Wait, what? Is that really the story Jesus chooses to tell us to teach us what the kingdom of heaven is like? What an ugly, miserable story, what an uncomfortable parable. What are we to make of it?
Well, for many years, many people have turned this parable into a very easily digestible allegory. The king is God, the first invitees are the people of the covenant, the slaves are the prophets, and the well-behaved guests who are invited last are us gentile Christians. That is an awfully convenient way to frame it, because it places us in seats at the table, feasting and enjoying a good party with God while the world burns, the people of Israel with it. You might see how that doesn’t sit quite right when you spell it out. Any time we take a story of Jesus and make ourselves the heroes at the expense of someone else, we have missed the mark.
What does it say about who we believe God is, if we decide God is the king in this parable? Do we believe God is petty, and violent? Or is it more that we wish that God were as petty and violent as we are sometimes? Do we wish God would destroy violent people, even if it means destroying all the innocent people around them? Do we believe in a God who is as monstrous as that?
Of course not. The God of our faith is the God of loving enemies, of blessing those who curse us and making peace with those whom we have wronged, the God who wants justice like rivers and whose property is always to have mercy. This is the God of Jesus, and Jesus is the one telling us this parable. So where is our God in this parable?
What if God is the man without a robe? What if God cast off what separated him from his creation, only to be cast out for his humility?

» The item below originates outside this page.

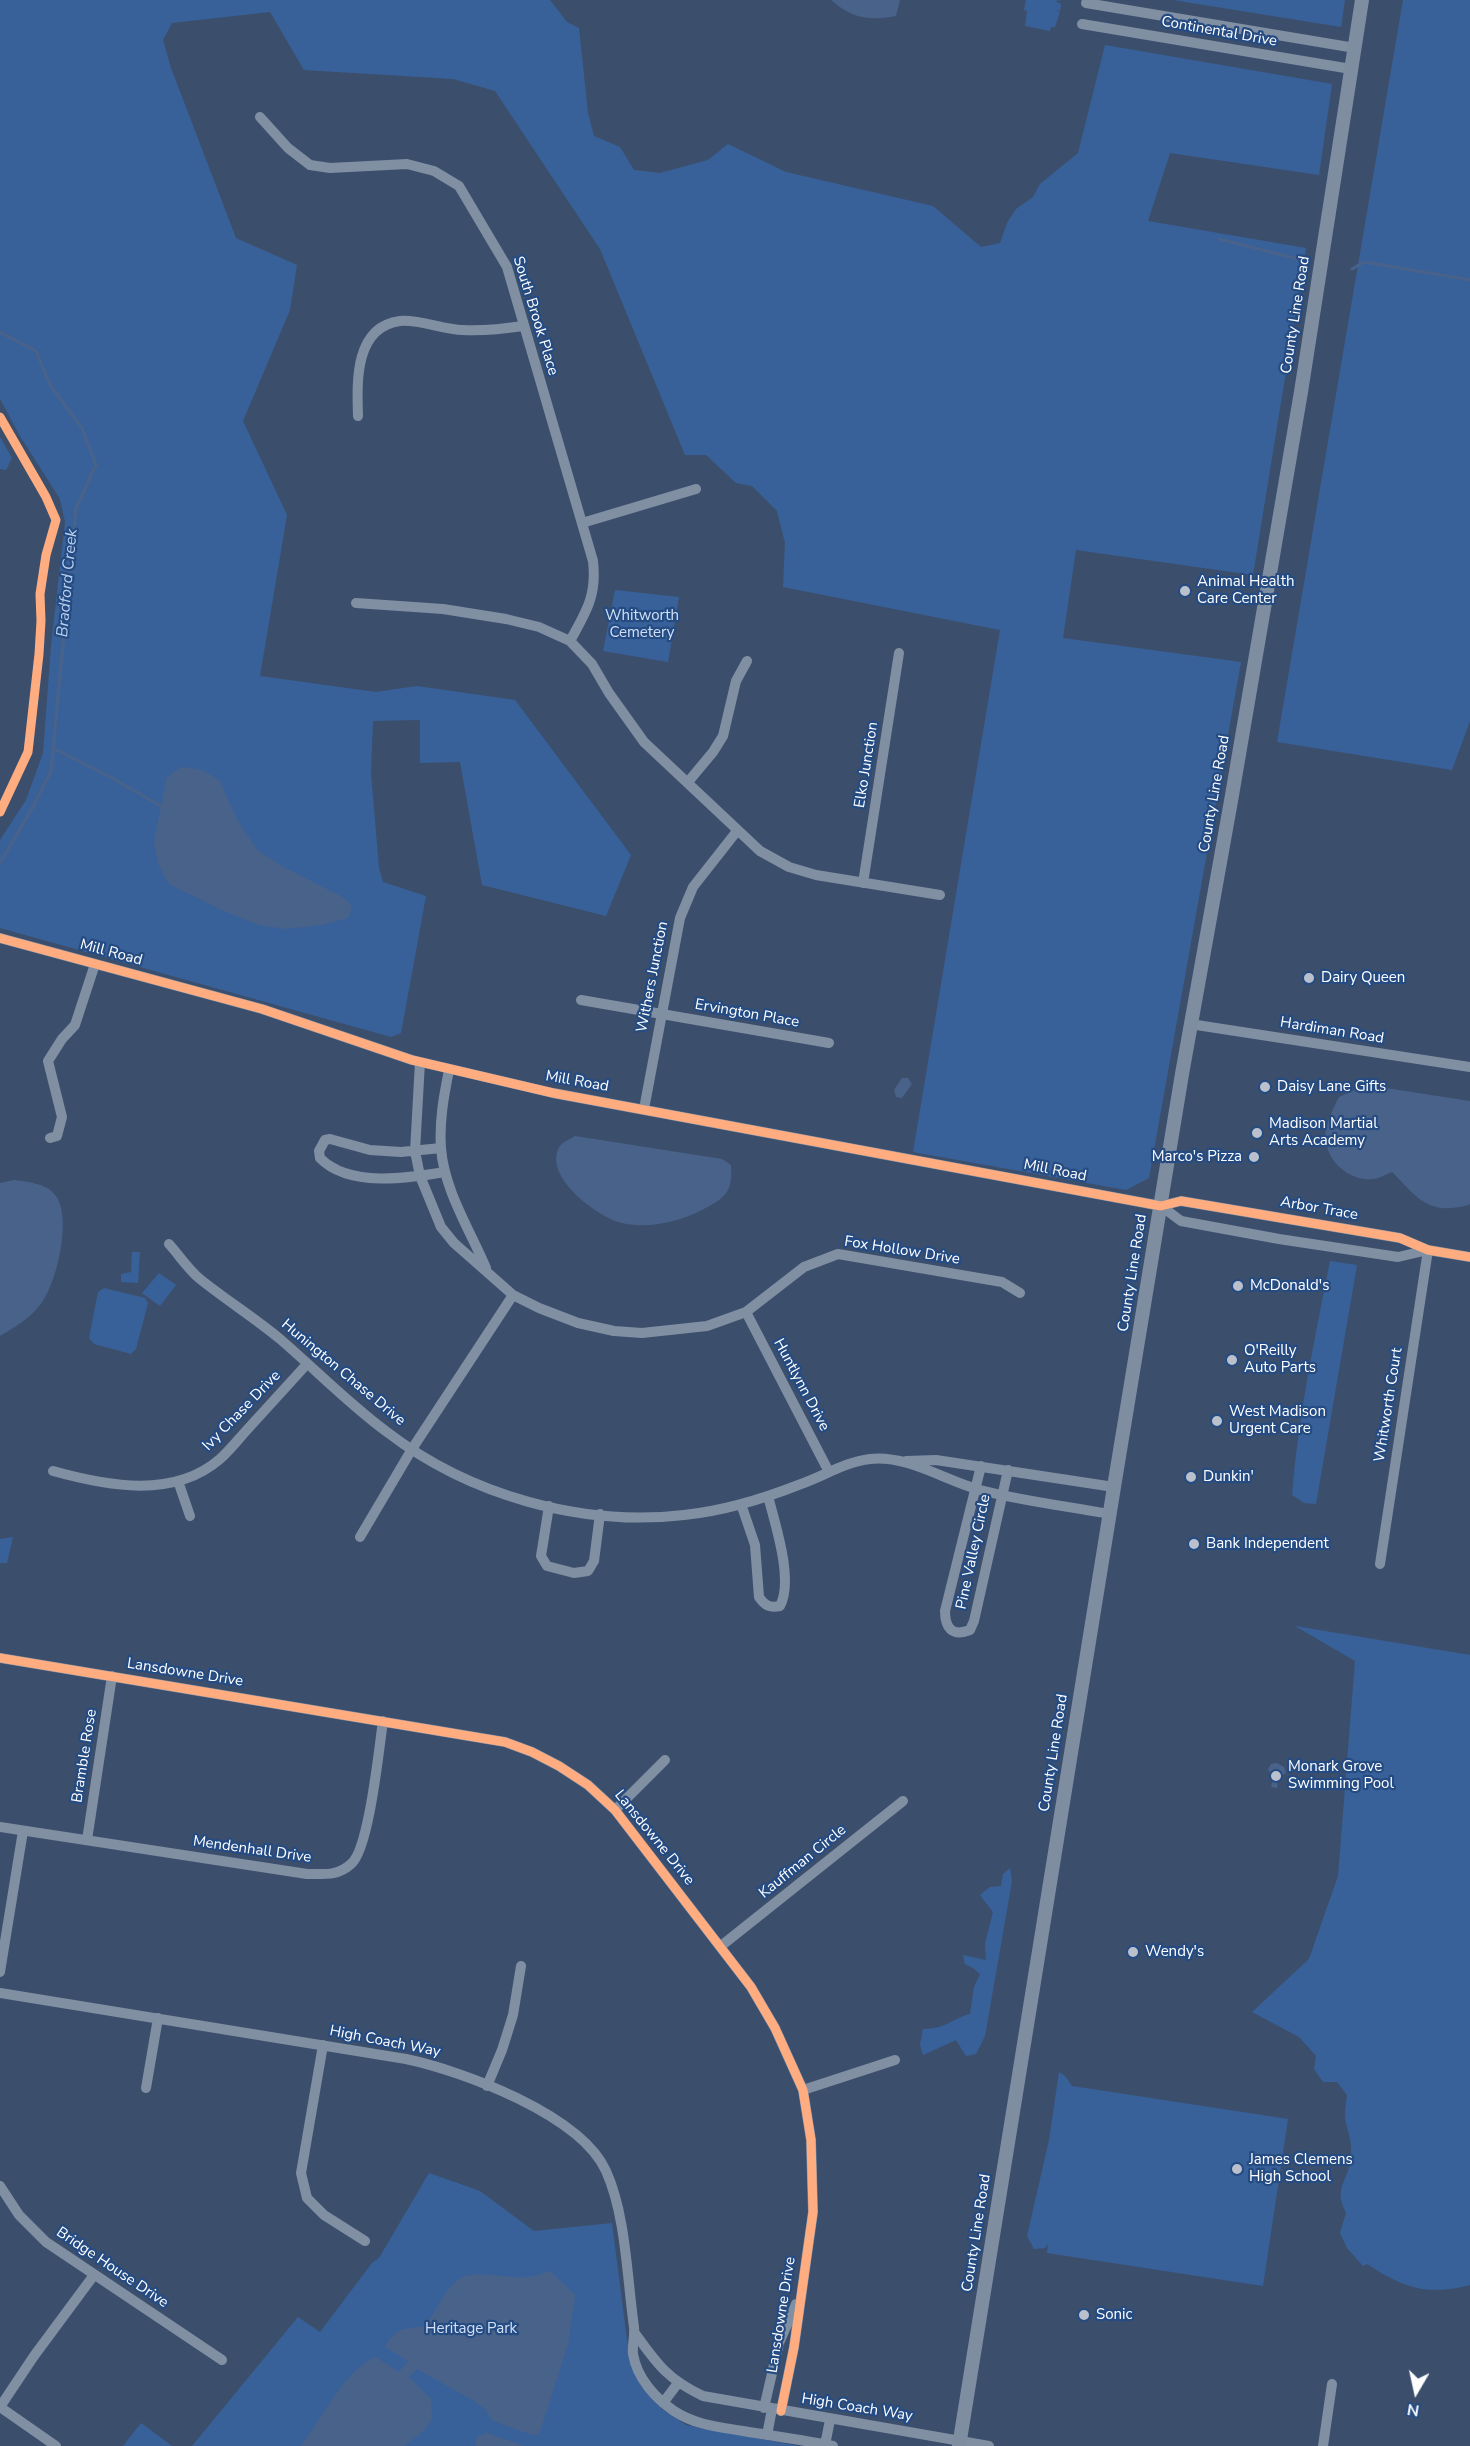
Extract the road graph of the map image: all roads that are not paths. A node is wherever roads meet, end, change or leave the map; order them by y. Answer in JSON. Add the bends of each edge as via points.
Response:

Jesus shows up to the wedding banquet with the rest of the rabble, but there are people weeping outside. There is gnashing of teeth out there, out in the burning city besieged by soldiers who may believe their cause is righteous but really just want to go home to their families at the end of the day. There is suffering outside, and the king is doing nothing to stop it. So God himself shrugs off the falsehoods of wealth and inequity and stands before the powers and principalities of this world. He stays silent under interrogation, like the voices of so many of his children that have been silenced by this violent regime. And so Jesus is cast out, bound like he is being prepared for his grave. And in submitting to this, God joins those who are weeping and gnashing their teeth as they flee the destruction all around them. God would rather be in the outer darkness with us than perpetuate the systems of power that try to smother our light.

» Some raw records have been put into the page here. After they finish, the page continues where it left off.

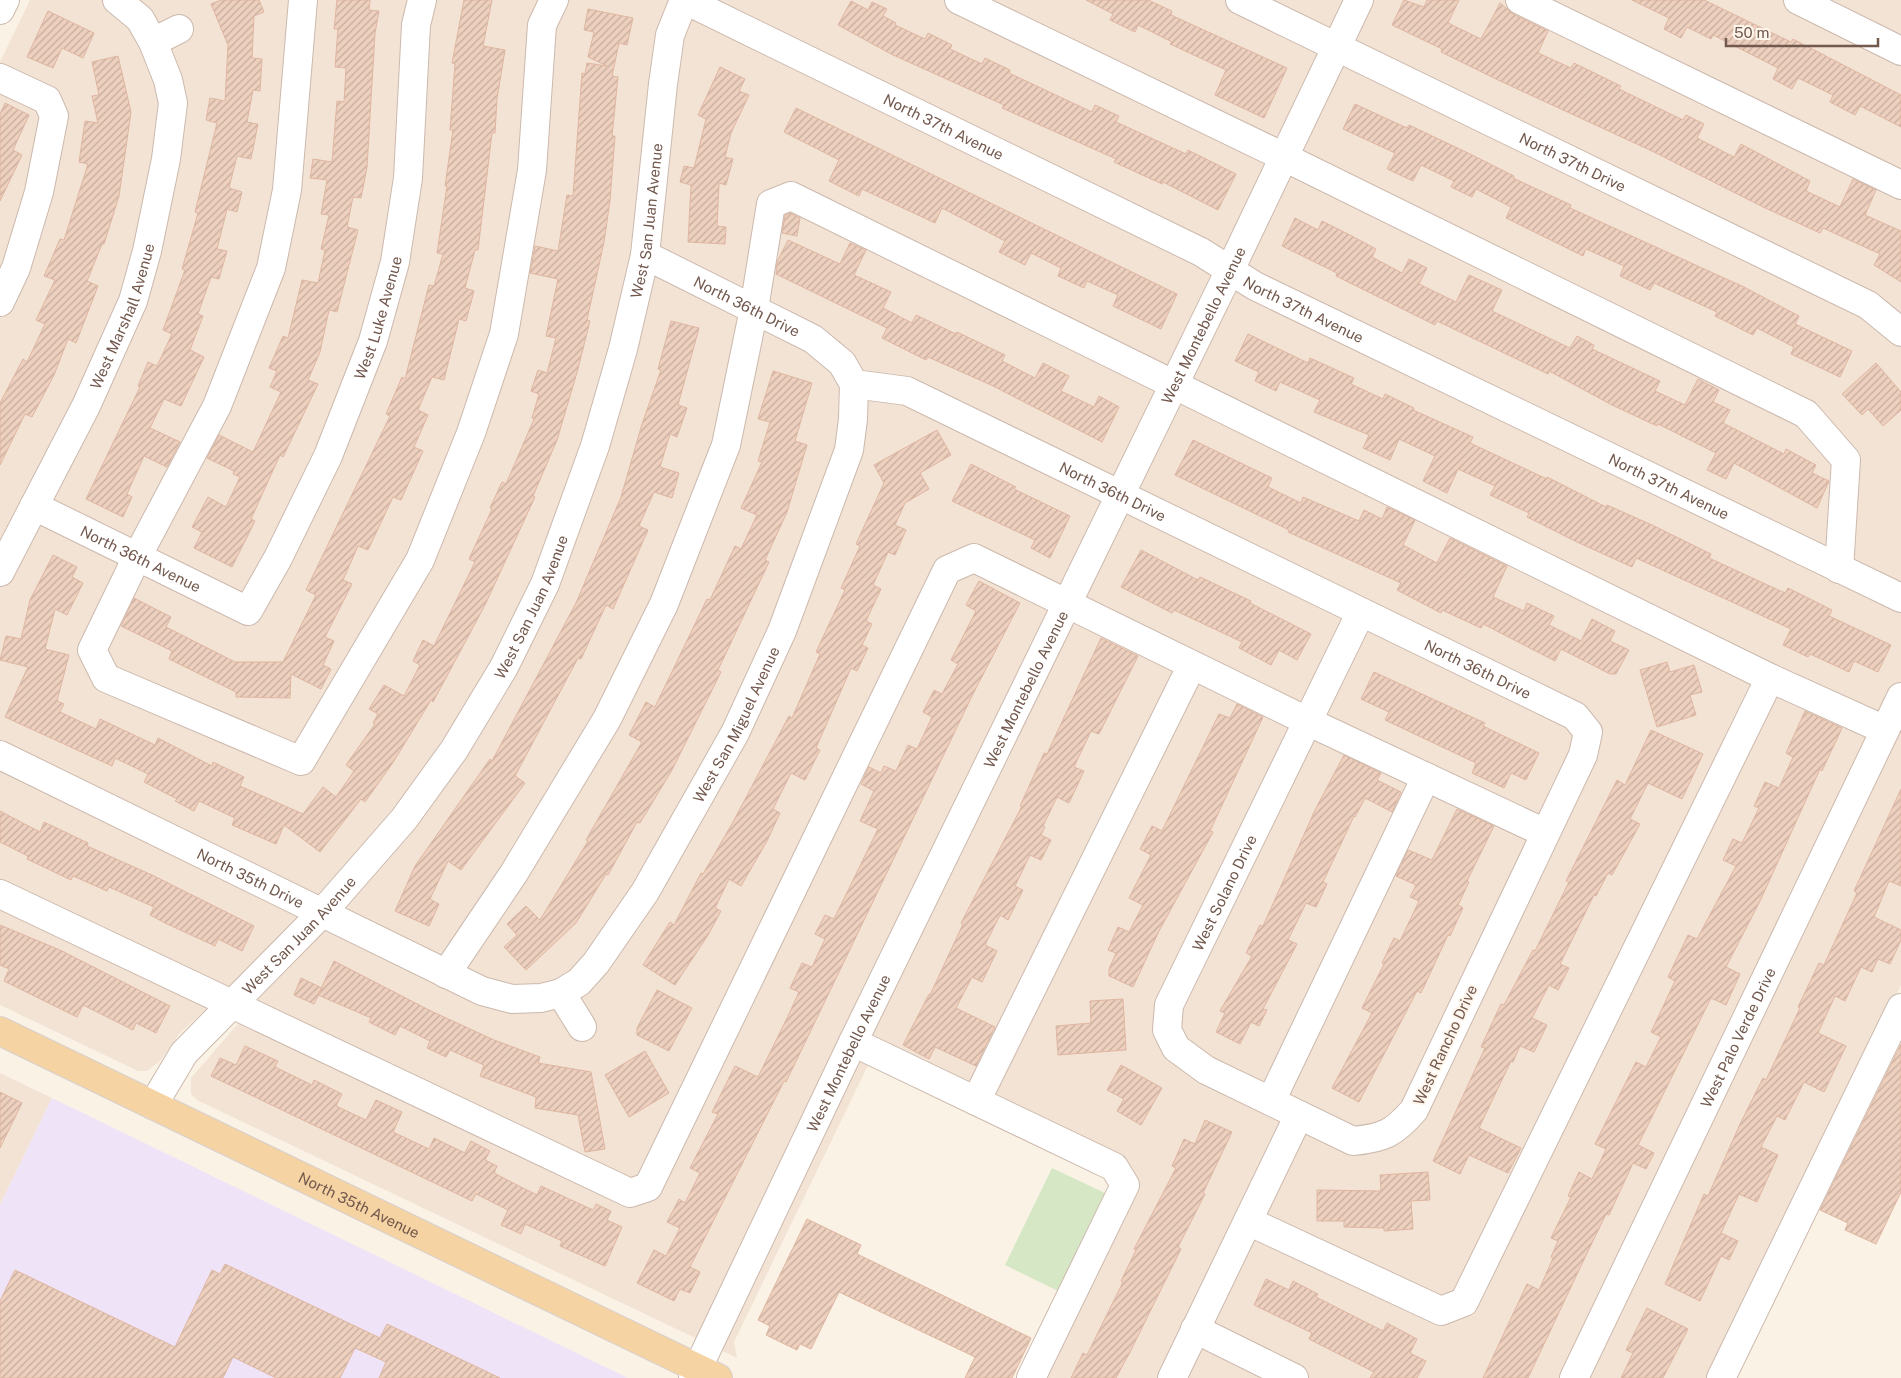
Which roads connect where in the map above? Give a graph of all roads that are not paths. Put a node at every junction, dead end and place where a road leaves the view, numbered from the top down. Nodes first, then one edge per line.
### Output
1 (5, 0) edge
2 (117, 0) edge
3 (303, 0) edge
4 (422, 0) edge
5 (554, 0) edge
6 (685, 0) edge
7 (958, 0) edge
8 (1240, 0) edge
9 (1359, 0) edge
10 (1520, 0) edge
11 (1798, 0) edge
12 (0, 10) edge
13 (179, 29) dead end
14 (153, 42) junction
15 (1337, 46) junction
16 (1901, 51) edge
17 (0, 78) edge
18 (1284, 157) junction
19 (1901, 185) edge
20 (644, 255) junction
21 (1230, 270) junction
22 (0, 302) edge
23 (754, 309) junction
24 (1901, 332) edge
25 (854, 384) junction
26 (1174, 384) junction
27 (1120, 494) junction
28 (34, 506) junction
29 (138, 557) junction
30 (1839, 569) junction
31 (0, 572) edge
32 (1901, 598) edge
33 (1067, 604) junction
34 (248, 610) joint
35 (1361, 612) junction
36 (1192, 665) junction
37 (1770, 678) junction
38 (1901, 697) edge
39 (1307, 721) junction
40 (1885, 730) junction
41 (1588, 732) joint
42 (0, 755) edge
43 (1426, 777) junction
44 (1544, 833) junction
45 (0, 894) edge
46 (321, 914) junction
47 (446, 974) junction
48 (561, 993) junction
49 (233, 1005) junction
50 (1901, 1008) edge
51 (582, 1027) dead end
52 (0, 1031) edge
53 (853, 1042) junction
54 (976, 1101) junction
55 (1271, 1101) junction
56 (153, 1104) junction
57 (1299, 1116) junction
58 (1248, 1221) junction
59 (1195, 1330) junction
60 (703, 1375) edge
61 (1031, 1378) edge
62 (1172, 1378) edge
63 (1294, 1378) edge
64 (1574, 1378) edge
65 (1720, 1378) edge

1 - 12 street
2 - 14 street, West Marshall Avenue
3 - 29 street
4 - 34 street, West Luke Avenue
5 - 29 street
6 - 20 street, West San Juan Avenue
6 - 21 street, North 37th Avenue
7 - 18 street
8 - 15 street, North 37th Drive
9 - 15 street, West Montebello Avenue
10 - 19 street
11 - 16 street
13 - 14 street
14 - 28 street, West Marshall Avenue
15 - 18 street, West Montebello Avenue
15 - 24 street, North 37th Drive
17 - 22 street
18 - 21 street, West Montebello Avenue
18 - 30 street
20 - 23 street, North 36th Drive
20 - 46 street, West San Juan Avenue
21 - 26 street, West Montebello Avenue
21 - 30 street, North 37th Avenue
23 - 25 street, North 36th Drive
23 - 26 street
23 - 47 street
25 - 27 street, North 36th Drive
25 - 48 street, West San Miguel Avenue
26 - 27 street, West Montebello Avenue
26 - 37 street
27 - 33 street, West Montebello Avenue
27 - 35 street, North 36th Drive
28 - 29 street, North 36th Avenue
28 - 31 street, West Marshall Avenue
29 - 34 street, North 36th Avenue
30 - 32 street, North 37th Avenue
33 - 36 street
33 - 49 street
33 - 53 street, West Montebello Avenue
35 - 39 street, West Solano Drive
35 - 41 street, North 36th Drive
36 - 39 street
36 - 54 street
37 - 40 street
37 - 58 street
38 - 40 street, West Palo Verde Drive
39 - 43 street
39 - 55 street, West Solano Drive
40 - 64 street, West Palo Verde Drive
41 - 44 street, West Rancho Drive
42 - 46 street, North 35th Drive
43 - 44 street
43 - 55 street
44 - 57 street, West Rancho Drive
45 - 49 street
46 - 47 street, North 35th Drive
46 - 49 street, West San Juan Avenue
47 - 48 street, North 35th Drive
48 - 51 street
49 - 56 street, West San Juan Avenue
50 - 65 street
52 - 56 main road, North 35th Avenue
53 - 54 street
53 - 60 street, West Montebello Avenue
54 - 61 street
55 - 57 street, West Solano Drive
56 - 60 main road, North 35th Avenue
57 - 58 street
58 - 59 street
59 - 62 street
59 - 63 street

See the wedding banquet may have been enticing, with rich foods and expensive wines, but it was a lie. It was the attempt of a vindictive tyrant to flaunt his wealth to his peers, and when that did not work he set them on fire and made his own subjects play along to save his ego. The presence of Jesus disrupted that façade. This is what Jesus does for us. He shows up and stands out as the one piece that does not quite fit into our systems of power. He reveals the lies that are holding us hostage at the wrong banquet and then he points us toward the bread of life. He shows up in the outer darkness, so that even there we are not alone. God will always give up his spot in the palace to kneel with us in the dust. May we learn to do the same for one another.